Political uncertainty also complicates policymaking. Both of the current candidates to be the next prime minister, Liz Truss and Rishi Sunak, have talked tough on the threat posed by China, raising the prospect of a redefinition of trade policy and a remaking of already fragile supply chains. Yet the interdependence of those chains makes it impossible for any one country or trading bloc to become self-sufficient in semiconductors.

Any UK policy seems bound to involve other friendly partners, notably the US and the EU. Since Brexit, though, the UK has adopted a semi-detached relationship with the EU’s semiconductor programmes. The link survives because of mutual interest in the UK’s strength in compound semiconductors. Intensifying collaboration with the EU is “an open goal” for the government, says Wyn Meredith, director of the Compound Semiconductor Centre, a joint venture between IQE and Cardiff university. Yet both Truss and Sunak have tied themselves to the Brexit mast, making alliances with the EU politically difficult.

A final risk to a more muscular industrial policy is that overzealous security concerns could impede the cross-border investment deals that are the lifeblood of many early-stage companies.
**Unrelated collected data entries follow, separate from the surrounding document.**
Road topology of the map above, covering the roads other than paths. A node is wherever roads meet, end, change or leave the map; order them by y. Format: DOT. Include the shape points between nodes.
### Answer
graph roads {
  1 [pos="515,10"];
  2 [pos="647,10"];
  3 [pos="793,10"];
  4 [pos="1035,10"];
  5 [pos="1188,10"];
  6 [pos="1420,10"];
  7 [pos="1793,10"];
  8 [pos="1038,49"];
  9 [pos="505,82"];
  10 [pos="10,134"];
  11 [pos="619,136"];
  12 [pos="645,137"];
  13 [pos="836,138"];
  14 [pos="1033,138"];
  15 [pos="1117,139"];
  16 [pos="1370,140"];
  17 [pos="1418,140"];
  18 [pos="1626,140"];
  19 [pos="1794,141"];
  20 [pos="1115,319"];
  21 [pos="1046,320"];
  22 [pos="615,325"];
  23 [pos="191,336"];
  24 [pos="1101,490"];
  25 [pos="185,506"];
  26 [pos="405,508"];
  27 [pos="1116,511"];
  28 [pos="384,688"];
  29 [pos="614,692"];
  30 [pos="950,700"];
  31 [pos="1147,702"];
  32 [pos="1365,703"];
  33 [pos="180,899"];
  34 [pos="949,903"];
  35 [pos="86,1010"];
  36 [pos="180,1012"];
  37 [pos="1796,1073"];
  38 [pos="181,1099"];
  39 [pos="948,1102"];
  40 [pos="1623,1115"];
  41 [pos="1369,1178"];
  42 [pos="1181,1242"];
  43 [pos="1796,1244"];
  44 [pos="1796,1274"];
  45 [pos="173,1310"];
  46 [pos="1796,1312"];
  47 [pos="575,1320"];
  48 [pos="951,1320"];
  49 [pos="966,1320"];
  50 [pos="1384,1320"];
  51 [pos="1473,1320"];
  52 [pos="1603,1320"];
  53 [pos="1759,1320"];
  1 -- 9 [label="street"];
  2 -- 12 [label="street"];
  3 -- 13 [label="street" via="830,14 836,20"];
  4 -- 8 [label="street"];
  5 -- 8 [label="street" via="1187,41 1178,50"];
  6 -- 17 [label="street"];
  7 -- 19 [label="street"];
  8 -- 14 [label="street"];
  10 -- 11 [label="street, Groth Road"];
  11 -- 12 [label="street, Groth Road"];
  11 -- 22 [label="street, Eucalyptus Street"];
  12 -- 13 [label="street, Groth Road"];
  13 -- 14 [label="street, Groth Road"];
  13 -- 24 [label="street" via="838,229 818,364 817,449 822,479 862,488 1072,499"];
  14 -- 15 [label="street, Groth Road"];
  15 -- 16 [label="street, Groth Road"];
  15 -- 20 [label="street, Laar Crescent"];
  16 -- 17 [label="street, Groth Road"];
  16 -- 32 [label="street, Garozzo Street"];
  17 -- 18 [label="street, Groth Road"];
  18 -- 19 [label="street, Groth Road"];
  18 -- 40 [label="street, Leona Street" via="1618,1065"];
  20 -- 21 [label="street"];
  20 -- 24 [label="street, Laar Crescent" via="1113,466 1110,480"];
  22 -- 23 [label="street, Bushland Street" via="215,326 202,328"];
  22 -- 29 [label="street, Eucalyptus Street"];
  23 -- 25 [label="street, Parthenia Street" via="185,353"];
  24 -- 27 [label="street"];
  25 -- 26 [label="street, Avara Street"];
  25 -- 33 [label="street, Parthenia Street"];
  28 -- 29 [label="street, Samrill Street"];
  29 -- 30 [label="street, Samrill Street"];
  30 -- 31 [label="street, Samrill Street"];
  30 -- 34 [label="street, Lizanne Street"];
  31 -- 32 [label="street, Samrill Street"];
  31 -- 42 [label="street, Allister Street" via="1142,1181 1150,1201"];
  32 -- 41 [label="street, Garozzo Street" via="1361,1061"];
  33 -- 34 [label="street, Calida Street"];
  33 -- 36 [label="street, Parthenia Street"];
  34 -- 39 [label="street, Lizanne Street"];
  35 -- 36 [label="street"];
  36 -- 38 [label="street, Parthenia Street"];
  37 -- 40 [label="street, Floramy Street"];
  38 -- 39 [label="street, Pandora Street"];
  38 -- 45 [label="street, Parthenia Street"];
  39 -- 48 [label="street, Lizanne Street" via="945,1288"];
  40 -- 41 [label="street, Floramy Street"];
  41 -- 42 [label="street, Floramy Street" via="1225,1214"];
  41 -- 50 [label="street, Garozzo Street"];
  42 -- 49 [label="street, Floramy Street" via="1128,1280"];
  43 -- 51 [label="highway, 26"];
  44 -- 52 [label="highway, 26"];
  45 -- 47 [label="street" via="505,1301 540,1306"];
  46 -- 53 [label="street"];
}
TechUK, the industry lobby group, warns that use of the NS&I act has already led to “the cancellation of what should be considered low-risk investments, with projects being moved to European competitors”.

Hauser, too, detects an “anti-China hysteria” in the British approach. “My feeling is that the only sensible strategy with the Chinese, as long we have the technology lead in some areas, is to use that as a bargaining chip — if you want the wafer, you have to build the factory in the UK, employ a certain number of people,” he says. “If you don’t allow the Chinese [to invest in Newport Wafer], the company withers on the vine and then, in the end, you have got nothing.”

Meanwhile, as the UK’s reviews and probes continue, businesses in the sector are looking for other ways to grow and sustain their supply chains, even if that involves investing overseas.

“I would suggest [the government accelerates] this process, because there’s a window by which we have to get things done,” says Lemos of IQE, which also manufactures in the US, Taiwan and Singapore. “Otherwise, the business would take a different course.”